To cite an example, one hamlet I visited, with a population of less than 1,000, had local PF protection costing over 1.5 million piasters per year, and a civil administration costing another 1.5 million piasters per year. The total tax revenues from this hamlet were less than one-quarter million piasters per year, about a 12-to-1 ratio. These figures do nor include the cost of the central government or American military and economic assistance. Repeated for some 10,500 existing hamlets in Vietnam, it is apparent that the operating expenses of the Saigon government, merely to maintain the status quo, are staggering. {p.640}
In conclusion, I would like to say a word in support of the Mathias resolution to terminate the Gulf of Tonkin authority, as well as comment on the responsibility of Congress, as opposed to the executive branch, in bringing American involvement in Vietnam to an early conclusion.
I had occasion to refer recently, Mr. Chairman, to the Federalist Papers of Alexander Hamilton, particularly Nos. 24 and 26, where he was urging adoption of the Federal Constitution. It seems to me that the following statements of Mr. Hamilton are worthy of consideration by both Houses of Congress today:
The legislature of the United States will be obliged, by this provision, once at least in every two years, to deliberate upon the propriety of keeping a military force on foot; to come to a new resolution on the point; and to declare their sense of the matter, by a formal vote in the face of their constituents.

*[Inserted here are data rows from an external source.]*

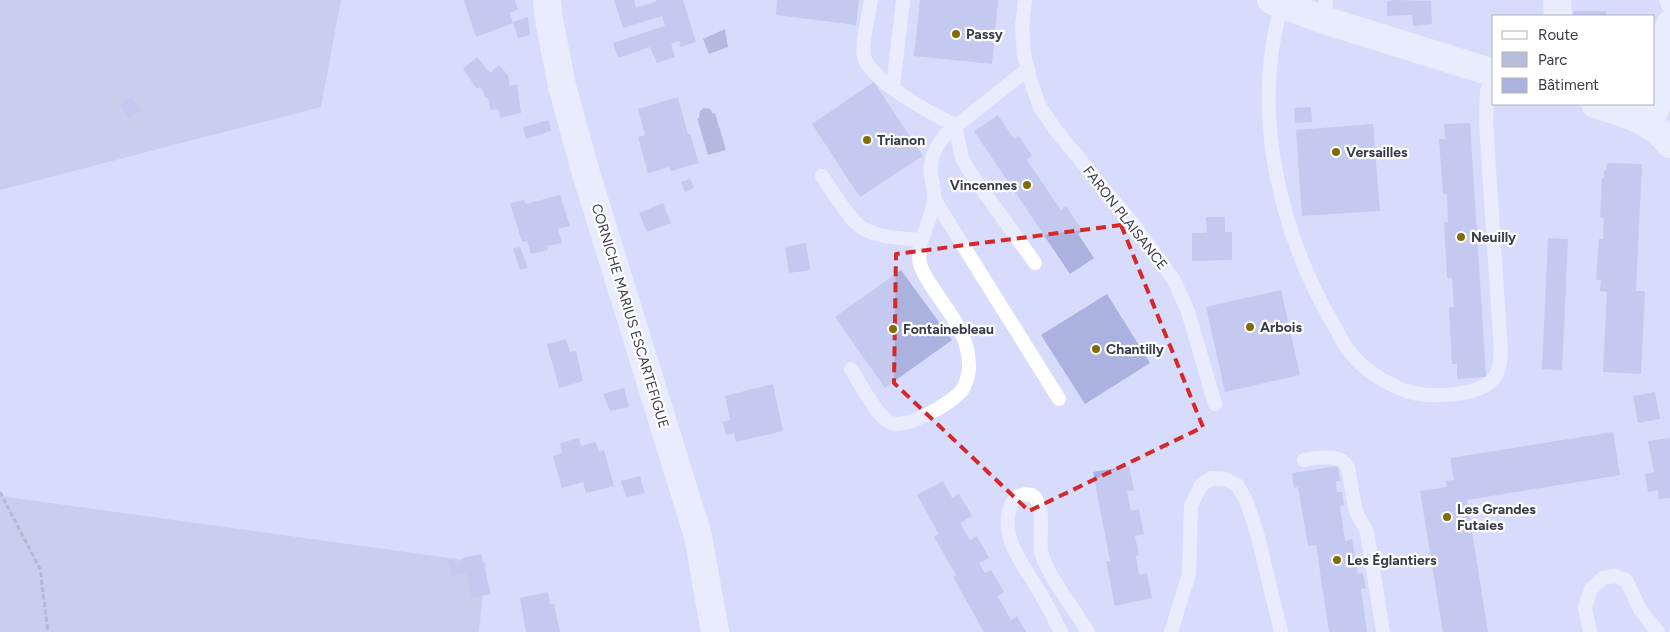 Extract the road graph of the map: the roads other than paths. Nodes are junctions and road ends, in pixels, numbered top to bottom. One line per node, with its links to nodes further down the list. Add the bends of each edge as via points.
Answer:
1 (548, 0): 28 (main road, CORNICHE MARIUS ESCARTEFIGUE, via 562,86 615,273 698,536)
2 (871, 0): 15 (lane, via 864,57 873,70)
3 (903, 0): 15 (lane)
4 (1025, 0): 12 (lane, FARON PLAISANCE, via 1022,26)
5 (1557, 0): 10 (main road)
6 (1666, 0): 8 (lane)
7 (1276, 2): 9 (main road); 14 (lane, via 1278,15 1268,110 1272,148 1292,235 1317,296 1346,347 1372,373 1408,391 1466,393 1493,380 1500,363 1486,123 1487,91)
8 (1670, 8)
9 (1325, 10): 13 (main road)
10 (1558, 15)
11 (1670, 24): 17 (main road, via 1664,44 1661,89)
12 (1028, 69): 18 (lane); 26 (lane, FARON PLAISANCE, via 1040,107 1058,134 1138,230 1174,280 1188,312)
13 (1492, 73)
14 (1492, 76)
15 (893, 87): 18 (lane, via 917,105)
16 (1598, 105): 17 (main road)
17 (1649, 124): 19 (main road)
18 (955, 125): 21 (lane, via 940,140 933,154); 23 (lane, via 962,158 971,174)
19 (1670, 144)
20 (822, 176): 22 (lane, via 853,219 866,230)
21 (934, 199): 22 (lane); 25 (lane)
22 (922, 240): 24 (lane, via 919,254 923,271 965,338 969,368 966,383 944,406 902,424 891,423 879,413)
23 (1035, 263)
24 (851, 369)
25 (1059, 399)
26 (1215, 404)
27 (1304, 460): 33 (lane, via 1321,457 1341,459 1348,468 1356,512 1366,532)
28 (716, 632)
29 (1062, 632): 30 (lane, via 1012,543 1009,512 1014,500 1022,494 1032,495 1038,500 1044,560)
30 (1088, 632)
31 (1170, 632): 32 (lane, via 1189,574 1191,506 1201,484 1212,478 1230,481 1244,496 1257,533)
32 (1281, 632)
33 (1383, 632)
34 (1590, 632): 35 (lane, via 1585,608 1591,589 1603,578 1615,576 1626,580 1641,611)
35 (1658, 632)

They are not at liberty to vest in the executive department permanent funds for the support of an army, if they were even incautious enough to be willing to repose in it so improper a confidence.
I think that puts the burden on the Congress of the United States to determine how long we fund this conflict, and if we face that issue between now and November.
I would be pleased to answer any questions. I think the summation of my testimony, Mr. Chairman, is this: Pacification in the northern half is not successful and cannot be successful. In the south half of the country it is succeeding, but its continued success will depend on the ability in the—
Senator Gore. I did not understand you after the conjunction “but.”
Mr. McCloskey. I said in the north.
Senator Gore. I understood that part of it.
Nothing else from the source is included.